メーカーの修理書に即した修理作業を損保が拒むケースも
――車の修理見積りが適正か否かは、素人にはなかなかわかりませんが、業界の中でも適正な見積りは難しいのですね。
松永 そもそも修理費用の算出根拠は、自動車メーカーが提供している修理書に則っており、それに従って作業を行うことが前提だと思います。ところが、損保会社は、自動車メーカー側が指定している修理作業に沿った見積りに対して、修理費を抑制するために協定を拒む場合があります。

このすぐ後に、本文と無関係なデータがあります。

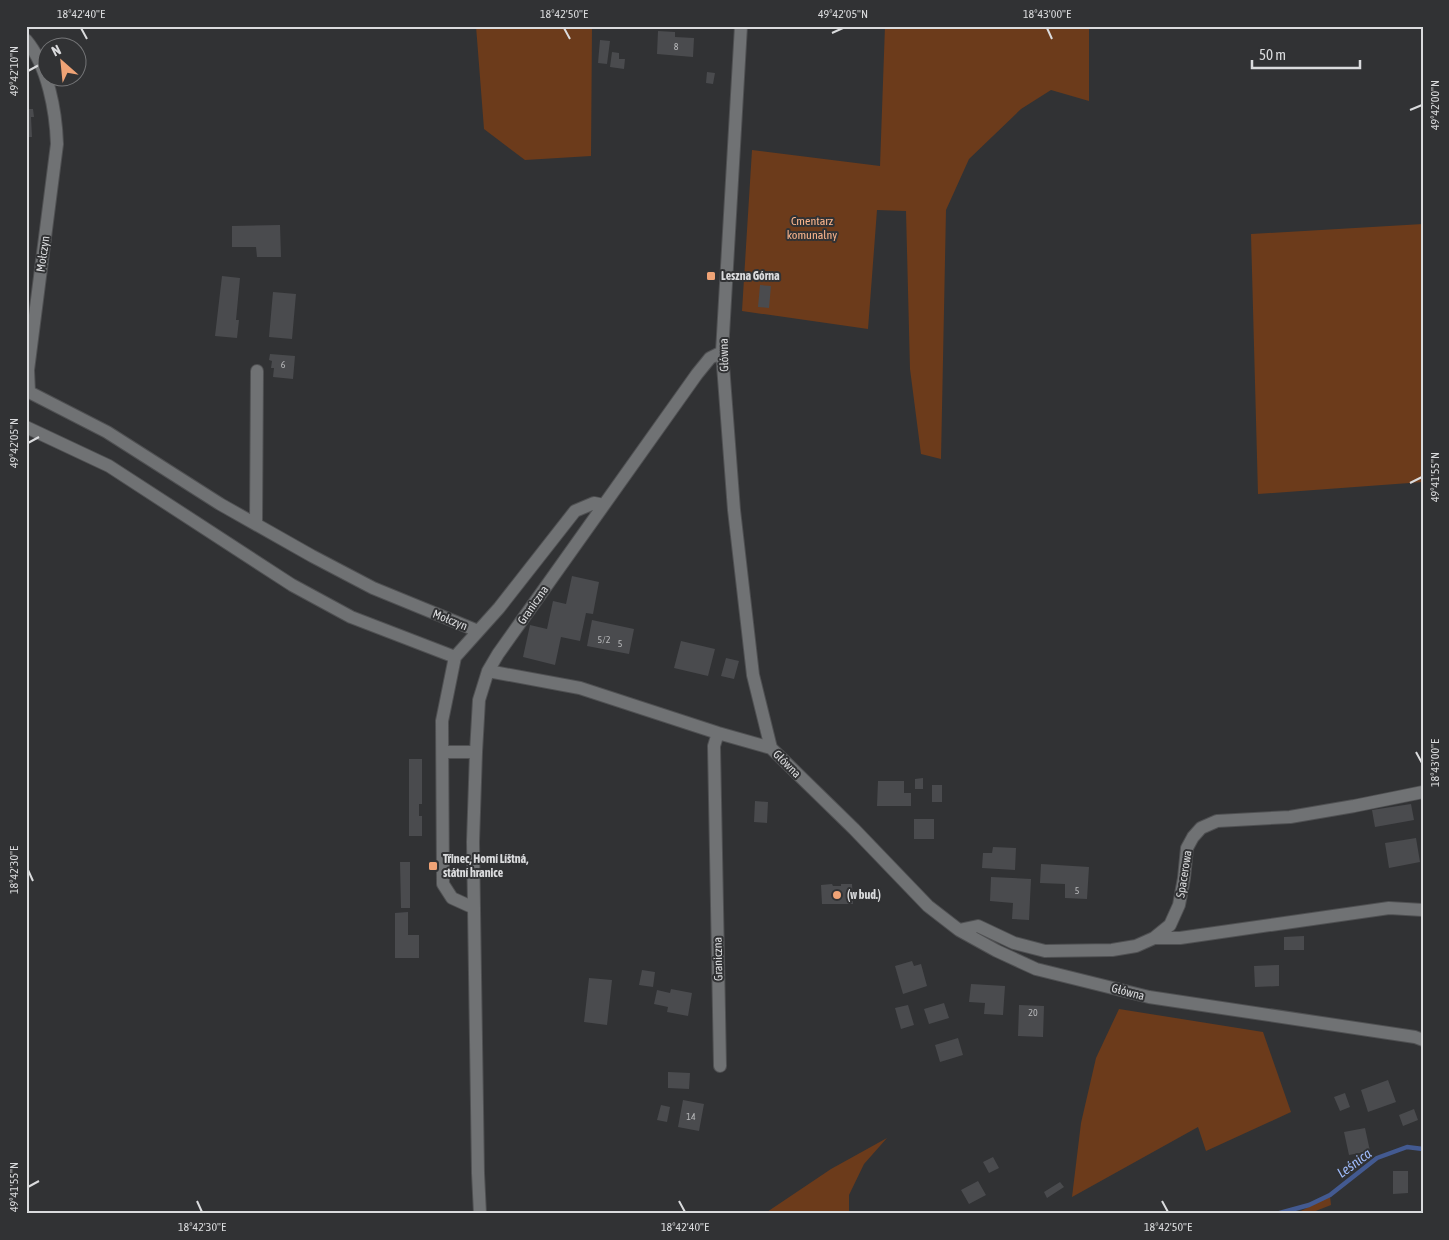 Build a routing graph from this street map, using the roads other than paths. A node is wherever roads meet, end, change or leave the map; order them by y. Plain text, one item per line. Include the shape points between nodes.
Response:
1 (741, 26) edge
2 (26, 40) edge
3 (722, 352) junction
4 (256, 371) dead end
5 (26, 427) edge
6 (604, 505) junction
7 (256, 524) junction
8 (478, 631) junction
9 (455, 657) junction
10 (488, 670) junction
11 (718, 733) junction
12 (771, 748) junction
13 (443, 752) junction
14 (476, 752) junction
15 (1423, 792) edge
16 (474, 908) junction
17 (1423, 910) edge
18 (959, 930) junction
19 (1154, 938) junction
20 (1423, 1040) edge
21 (720, 1066) dead end
22 (480, 1214) edge

1 - 3 street, Główna
2 - 7 street, Mołczyn via 36,51 41,64 56,118 57,144 29,361 29,392 107,432
3 - 6 street, Graniczna via 710,358 697,374
3 - 12 street, Główna via 734,510 753,675
4 - 7 street
5 - 9 street via 109,466 292,585 351,617
6 - 8 street, Mołczyn via 594,503 575,511
6 - 10 street, Graniczna
7 - 8 street, Mołczyn via 373,588
8 - 9 street
9 - 13 street via 442,721
10 - 11 street via 580,688
10 - 14 street, Graniczna via 478,700
11 - 12 street
11 - 21 street, Graniczna via 714,746
12 - 18 street, Główna via 928,906
13 - 14 street
13 - 16 street via 443,884 452,898
14 - 16 street, Graniczna
15 - 19 street, Spacerowa via 1290,817 1217,821 1201,828 1192,837 1188,848 1179,905 1170,925
16 - 22 street, Graniczna
17 - 19 street via 1389,908 1180,938
18 - 19 street, Spacerowa via 978,926 1014,943 1045,951 1112,950 1136,946
18 - 20 street, Główna via 1036,969 1149,997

――協定を拒まれてしまうと、修理自体がなかなか進まないということですよね?
松永 そういうことです。実際に東京海上日動は、自動車メーカー側の指定している修理作業に則って見積りを提示した修理工場に対して疑義を唱え、4カ月間も修理作業に着工できないという状況を生みました。この契約者は代車(レンタカー)特約を付帯していたにもかかわらず、協定できないが故に修理が行われず、結果として事故車に乗り続け、損傷部分に錆が発生してしまったそうです。
【参考記事:外部サイト】「自動車保険」が使えず待たされてサビが発生…進化するクルマの修理見積は、損害調査のプロでも間違えるほど難しい( CAR CARE PLUS)
――なるほど、損保会社のほうで必ずしも正しい修理費を算出できるとは限らないということですね。
松永 はい。このケースでは、見積りを確認に来た東京海上日動の専門家が自動車メーカーの修理書を理解していなかったのですから、正しい修理作業がわかるわけがありませんし、当然、正しい見積りが算出できるはずもありません。